Cartesian for your first printer. Build a delta or CoreXY from scratch for your second.

@Camerin_hahn deltas do impart far less force on the frame itself in lateral directions. You can tone it down on a cartesian by reducing jerk/changing junction deviation, but @Abc_Def made a correct statement.

@John-Paul_Hopman excellent advice :stuck_out_tongue: cartesians are the simplest to get going, but delta/corexy has some big advantages.

I don’t think it’s fair to say deltas impart less force on the frame or table. Newton’s laws still fully apply. Mass*acceleration=force, period, end of story. If anything, deltas may experience MORE total frame reaction load since the carriages see both inertial-push/pull loads to accelerate the mass AND constraint-torsion loads to keep the end-effector parallel to the build table against the moments imposed by the arms not acting through the center of mass.

To the extent deltas are USUALLY made lighter than Cartesian printers, sure, you can accelerate the delta faster. But strap a big-ass Wade’s extruder on a typical delta (if it even fits…) and it’ll wallow like a drunken hippo. It’s not quite fair to compare a heavy Y-bed i3 to a precision-fabbed ultra-light mag-joint Delta. Let’s compare apples to apples. A Bowden parallel Cartesian printer like an Ultimaker gantry can perform at just as high speeds and accelerations as an equivalent-quality delta, except the Cartesian printer doesn’t need a probe and auto-calibration to work right.

Proof is in the results.

@Mike_C
Yes there do impart less lateral force, but they exert more vertical force… this converters to rotational moments, which induces lateral movement.

There is no silver bullet.

@Justin_Edwards I think that is the key, The semantics of delta Cartesian are irrelevant. A bad cartesian printer will make bad prints, a bad delta will make bad prints. Both can produce good prints if properly tuned.One is not inherently better.

@Mike_C
And dont forget that the arms can flex during movements. on a delta causing the exact same errors as a Cartesian printer.

@Camerin_hahn In practice, regardless of the physics at play, deltas seem to get superior repeatability – definitely visible in the walls of the parts.

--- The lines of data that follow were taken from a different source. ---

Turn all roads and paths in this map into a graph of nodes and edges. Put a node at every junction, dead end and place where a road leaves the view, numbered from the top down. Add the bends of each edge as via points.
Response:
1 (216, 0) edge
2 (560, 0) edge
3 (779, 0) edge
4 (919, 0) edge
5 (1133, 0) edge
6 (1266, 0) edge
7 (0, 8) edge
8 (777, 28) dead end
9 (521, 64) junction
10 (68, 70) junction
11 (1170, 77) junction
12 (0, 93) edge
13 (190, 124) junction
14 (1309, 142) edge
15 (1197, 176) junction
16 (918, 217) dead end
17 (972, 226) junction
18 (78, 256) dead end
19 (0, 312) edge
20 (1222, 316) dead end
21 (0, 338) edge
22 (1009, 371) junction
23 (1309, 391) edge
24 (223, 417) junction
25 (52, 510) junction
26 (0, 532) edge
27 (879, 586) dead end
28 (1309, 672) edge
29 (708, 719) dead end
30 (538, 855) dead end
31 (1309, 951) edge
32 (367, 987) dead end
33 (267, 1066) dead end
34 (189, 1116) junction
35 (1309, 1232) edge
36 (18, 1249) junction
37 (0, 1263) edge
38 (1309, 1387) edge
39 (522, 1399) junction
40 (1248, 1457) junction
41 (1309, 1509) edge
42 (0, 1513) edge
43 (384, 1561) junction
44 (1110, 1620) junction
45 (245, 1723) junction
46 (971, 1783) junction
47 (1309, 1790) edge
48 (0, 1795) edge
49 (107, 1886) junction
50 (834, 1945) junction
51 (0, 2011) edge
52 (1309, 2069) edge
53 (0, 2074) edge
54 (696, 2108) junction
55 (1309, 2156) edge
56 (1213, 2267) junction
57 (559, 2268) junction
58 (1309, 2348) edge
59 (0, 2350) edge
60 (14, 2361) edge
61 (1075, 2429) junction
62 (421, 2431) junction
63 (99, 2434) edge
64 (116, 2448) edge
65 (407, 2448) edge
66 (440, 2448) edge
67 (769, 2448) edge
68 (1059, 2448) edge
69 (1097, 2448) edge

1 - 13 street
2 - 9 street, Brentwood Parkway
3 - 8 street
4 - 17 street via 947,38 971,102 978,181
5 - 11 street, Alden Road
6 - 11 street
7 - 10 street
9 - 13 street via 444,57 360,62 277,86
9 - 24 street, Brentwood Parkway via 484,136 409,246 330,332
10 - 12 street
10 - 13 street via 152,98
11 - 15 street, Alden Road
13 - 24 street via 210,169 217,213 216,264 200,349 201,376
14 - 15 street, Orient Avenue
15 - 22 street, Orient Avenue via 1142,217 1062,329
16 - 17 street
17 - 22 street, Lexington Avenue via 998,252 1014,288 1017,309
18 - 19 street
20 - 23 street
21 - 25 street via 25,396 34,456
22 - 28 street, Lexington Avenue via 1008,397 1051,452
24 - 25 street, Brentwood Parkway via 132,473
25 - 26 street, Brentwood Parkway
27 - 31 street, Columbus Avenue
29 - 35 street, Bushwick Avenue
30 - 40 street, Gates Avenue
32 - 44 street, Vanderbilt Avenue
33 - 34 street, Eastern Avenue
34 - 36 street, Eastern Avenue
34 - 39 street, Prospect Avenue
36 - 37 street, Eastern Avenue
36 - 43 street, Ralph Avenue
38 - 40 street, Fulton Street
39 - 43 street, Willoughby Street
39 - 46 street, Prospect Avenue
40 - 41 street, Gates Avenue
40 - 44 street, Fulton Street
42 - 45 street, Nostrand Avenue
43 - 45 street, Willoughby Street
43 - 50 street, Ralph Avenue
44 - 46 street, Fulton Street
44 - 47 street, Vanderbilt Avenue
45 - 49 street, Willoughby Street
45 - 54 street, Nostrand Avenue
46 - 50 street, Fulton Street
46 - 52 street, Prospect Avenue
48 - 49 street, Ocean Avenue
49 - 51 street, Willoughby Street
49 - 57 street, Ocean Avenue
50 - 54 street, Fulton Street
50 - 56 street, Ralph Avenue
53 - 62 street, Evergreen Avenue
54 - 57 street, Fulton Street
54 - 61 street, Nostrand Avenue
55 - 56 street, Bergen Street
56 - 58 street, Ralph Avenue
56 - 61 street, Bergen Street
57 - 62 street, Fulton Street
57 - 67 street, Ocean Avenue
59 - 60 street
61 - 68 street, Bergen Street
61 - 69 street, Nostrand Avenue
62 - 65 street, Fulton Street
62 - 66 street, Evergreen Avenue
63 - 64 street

I haven’t really seen any non commercial cartesian 3dps that have 0 visible banding, but i have definitely seen that in DiY deltas.

@Mike_C
I have not seen a delta with 0 vertical scaring either.At least not until after vapor smoothing.

Our new Tinyg board does eliminate resonance due to jerk… When it comes to market, both Cartesian and deltas will be able to eliminate resonance and any wobble. Our plus can go quite fast with no shake or wobble w the Tinyg board. The acceleration is 7th order or some such voodoo…, it works. And ooze is almost completely eliminated due to true acceleration in the extruder (no retracts). Maybe this will level the playing field a bit. It’s an ARM processor. Although I don’t know how high of a priority delta is w alden, the community will figure it out if nothing else. Then we should have apples to apples for comparison. I totally agree with the comment: proof is in the results!

@Camerin_hahn https://goo.gl/photos/nsYQuJqvV7N9kKuG9

Some of those pics have a minor moire pattern from before I swapped to TMC2100s

I have two and half delta printers and Iove just the way they move. It prints well for my tastes but Deltas are really all I know. I would like to get a cart. printer sometime in the near future. From what I see you can get either printer to print anything with the right mods. With a 1000 budget I’d get both kit printers and have fun with them.

@Brook_Drumm
Oh totally, it’s looks. The Delta is a stunning design. It’s VERY impressive to see a tall one.